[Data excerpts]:
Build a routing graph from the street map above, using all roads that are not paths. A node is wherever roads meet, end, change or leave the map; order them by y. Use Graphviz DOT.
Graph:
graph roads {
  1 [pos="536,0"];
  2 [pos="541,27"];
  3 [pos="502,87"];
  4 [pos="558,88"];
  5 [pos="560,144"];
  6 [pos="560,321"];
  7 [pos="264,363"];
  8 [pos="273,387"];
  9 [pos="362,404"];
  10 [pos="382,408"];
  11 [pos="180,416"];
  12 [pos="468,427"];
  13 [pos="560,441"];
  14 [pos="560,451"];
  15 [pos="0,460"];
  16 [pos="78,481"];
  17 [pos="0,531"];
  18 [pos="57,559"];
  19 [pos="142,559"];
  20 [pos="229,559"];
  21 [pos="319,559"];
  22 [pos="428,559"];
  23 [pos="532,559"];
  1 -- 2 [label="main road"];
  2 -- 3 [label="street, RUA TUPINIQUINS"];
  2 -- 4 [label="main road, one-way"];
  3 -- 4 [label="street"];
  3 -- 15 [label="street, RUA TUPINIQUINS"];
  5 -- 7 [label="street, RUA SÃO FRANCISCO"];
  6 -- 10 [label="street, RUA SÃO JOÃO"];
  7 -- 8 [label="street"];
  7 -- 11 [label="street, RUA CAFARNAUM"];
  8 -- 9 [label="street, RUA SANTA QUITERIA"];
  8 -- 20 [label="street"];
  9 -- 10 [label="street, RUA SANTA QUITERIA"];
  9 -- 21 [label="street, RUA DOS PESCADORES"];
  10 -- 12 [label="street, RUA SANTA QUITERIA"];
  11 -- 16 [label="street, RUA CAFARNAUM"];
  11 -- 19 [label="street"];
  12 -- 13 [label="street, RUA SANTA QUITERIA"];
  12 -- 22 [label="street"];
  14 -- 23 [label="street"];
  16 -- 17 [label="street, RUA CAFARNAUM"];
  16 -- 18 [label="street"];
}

[WORK TO COMPLETE]: Print the entries again so that each one matches exactly.

[RESPONSE FOR THIS EXERCISE]:
Build a routing graph from the street map above, using all roads that are not paths. A node is wherever roads meet, end, change or leave the map; order them by y. Use Graphviz DOT.
Graph:
graph roads {
  1 [pos="536,0"];
  2 [pos="541,27"];
  3 [pos="502,87"];
  4 [pos="558,88"];
  5 [pos="560,144"];
  6 [pos="560,321"];
  7 [pos="264,363"];
  8 [pos="273,387"];
  9 [pos="362,404"];
  10 [pos="382,408"];
  11 [pos="180,416"];
  12 [pos="468,427"];
  13 [pos="560,441"];
  14 [pos="560,451"];
  15 [pos="0,460"];
  16 [pos="78,481"];
  17 [pos="0,531"];
  18 [pos="57,559"];
  19 [pos="142,559"];
  20 [pos="229,559"];
  21 [pos="319,559"];
  22 [pos="428,559"];
  23 [pos="532,559"];
  1 -- 2 [label="main road"];
  2 -- 3 [label="street, RUA TUPINIQUINS"];
  2 -- 4 [label="main road, one-way"];
  3 -- 4 [label="street"];
  3 -- 15 [label="street, RUA TUPINIQUINS"];
  5 -- 7 [label="street, RUA SÃO FRANCISCO"];
  6 -- 10 [label="street, RUA SÃO JOÃO"];
  7 -- 8 [label="street"];
  7 -- 11 [label="street, RUA CAFARNAUM"];
  8 -- 9 [label="street, RUA SANTA QUITERIA"];
  8 -- 20 [label="street"];
  9 -- 10 [label="street, RUA SANTA QUITERIA"];
  9 -- 21 [label="street, RUA DOS PESCADORES"];
  10 -- 12 [label="street, RUA SANTA QUITERIA"];
  11 -- 16 [label="street, RUA CAFARNAUM"];
  11 -- 19 [label="street"];
  12 -- 13 [label="street, RUA SANTA QUITERIA"];
  12 -- 22 [label="street"];
  14 -- 23 [label="street"];
  16 -- 17 [label="street, RUA CAFARNAUM"];
  16 -- 18 [label="street"];
}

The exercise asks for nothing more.